4.2. Introduction

Tracking systems are fundamental for CAI as they allow us to track the position of a tool or device (e.g., laparoscope, endoscope, needle, ultrasound probe, video camera, …) relative to the patient anatomy during a surgical procedure in 3D space and is a key enabling technology in CAI.

4.2.1. History

We covered in the History section that stereotactic frames were developed to establish a coordinate system to work within the brain, which led to the field of stereotactic neurosurgery. Tracking systems typically refer to a device to provide spatial coordinates that are dynamically updated.

So, key periods are:

  • 1980s: Mechanical digitizers/trackers become popular due to their use in CAS, especially in neurosurgery.

  • 1990s: Optical trackers are introduced in order to overcome clinical problems of previous tracking systems such as the ability to track multiple devices and sterilisation issues, evolving to very accurate devices. On of the main limitations of optical trackers is the line-of-sight requirement between the tracked markers and the camera. See Fig. 1.9.

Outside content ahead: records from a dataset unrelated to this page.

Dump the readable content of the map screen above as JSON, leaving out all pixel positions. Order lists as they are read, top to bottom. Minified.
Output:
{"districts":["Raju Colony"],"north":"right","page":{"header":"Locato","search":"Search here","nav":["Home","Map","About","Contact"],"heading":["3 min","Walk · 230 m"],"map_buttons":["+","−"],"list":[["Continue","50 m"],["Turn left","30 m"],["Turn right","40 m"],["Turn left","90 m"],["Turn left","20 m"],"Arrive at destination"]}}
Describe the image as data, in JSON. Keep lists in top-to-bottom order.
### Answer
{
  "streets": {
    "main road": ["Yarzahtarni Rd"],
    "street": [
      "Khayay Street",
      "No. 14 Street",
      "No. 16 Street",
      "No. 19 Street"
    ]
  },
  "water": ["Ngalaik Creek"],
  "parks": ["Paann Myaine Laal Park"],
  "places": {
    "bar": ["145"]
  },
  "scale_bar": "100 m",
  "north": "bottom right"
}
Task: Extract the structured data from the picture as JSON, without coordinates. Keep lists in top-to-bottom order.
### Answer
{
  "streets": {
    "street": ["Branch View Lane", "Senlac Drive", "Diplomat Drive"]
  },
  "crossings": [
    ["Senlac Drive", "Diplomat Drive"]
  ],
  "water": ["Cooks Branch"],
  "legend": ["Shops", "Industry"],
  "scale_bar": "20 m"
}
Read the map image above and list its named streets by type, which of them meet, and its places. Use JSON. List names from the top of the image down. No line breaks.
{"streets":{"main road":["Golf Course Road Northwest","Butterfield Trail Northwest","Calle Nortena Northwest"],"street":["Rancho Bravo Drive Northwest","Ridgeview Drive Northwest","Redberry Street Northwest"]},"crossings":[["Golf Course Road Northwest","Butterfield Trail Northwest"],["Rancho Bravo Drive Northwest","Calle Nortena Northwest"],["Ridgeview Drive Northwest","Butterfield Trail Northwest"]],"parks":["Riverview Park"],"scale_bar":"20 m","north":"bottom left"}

  • Late 1990s, early 2000s: The introduction of electromagnetic trackers allows to track devices without requiring a line-of-sight. See Fig. 1.10.

4.2.2. Types of tracking

The most common tracking systems used in surgery can be grouped as follows:

  • Mechanical digitizers: Transform a mechanical movement to a digital measurement. These digitizers are widely used in robotics, in order to move robot arms but also in other clinical applications such as prostate interventions (see picture below):

Example of a mechanic digitizer to hold an ultrasound probe for prostate interventions, with a prostate phantom.

Fig. 4.1 Example of a mechanical digitizer to hold an ultrasound probe for prostate interventions, with a prostate phantom.

  • Ultrasonic transducers: Measures the time of an ultrasonic pulse from 3 sources into 3 microphones attached to a rigid body in order to calculate distances [Roberts1986].

  • Optical tracking: Most popular tracking used in surgical interventions. Several cameras track several markers in a fixed geometry. See Optical tracking.

  • Electromagnetic tracking: Electromagnetically-tracked sensors can be tracked within an electromagnetic field. See Electromagnetic tracking.

  • Fiber-optic ultrasound: Used in ultrasound interventions for research mainly. A fiber-optic ultrasound receiver communicates with an external ultrasound probe and allows us to localise needles during ultrasound interventions.

The video below shows an example from MICCAI 2016.

  • Accelerometers and gyroscopes: Measure acceleration and angular velocity to determine the position. Is the same system used in mobile phones. Ultrasound probes from Clarius employ this system to reconstruct 2D ultrasound planes to 3D models.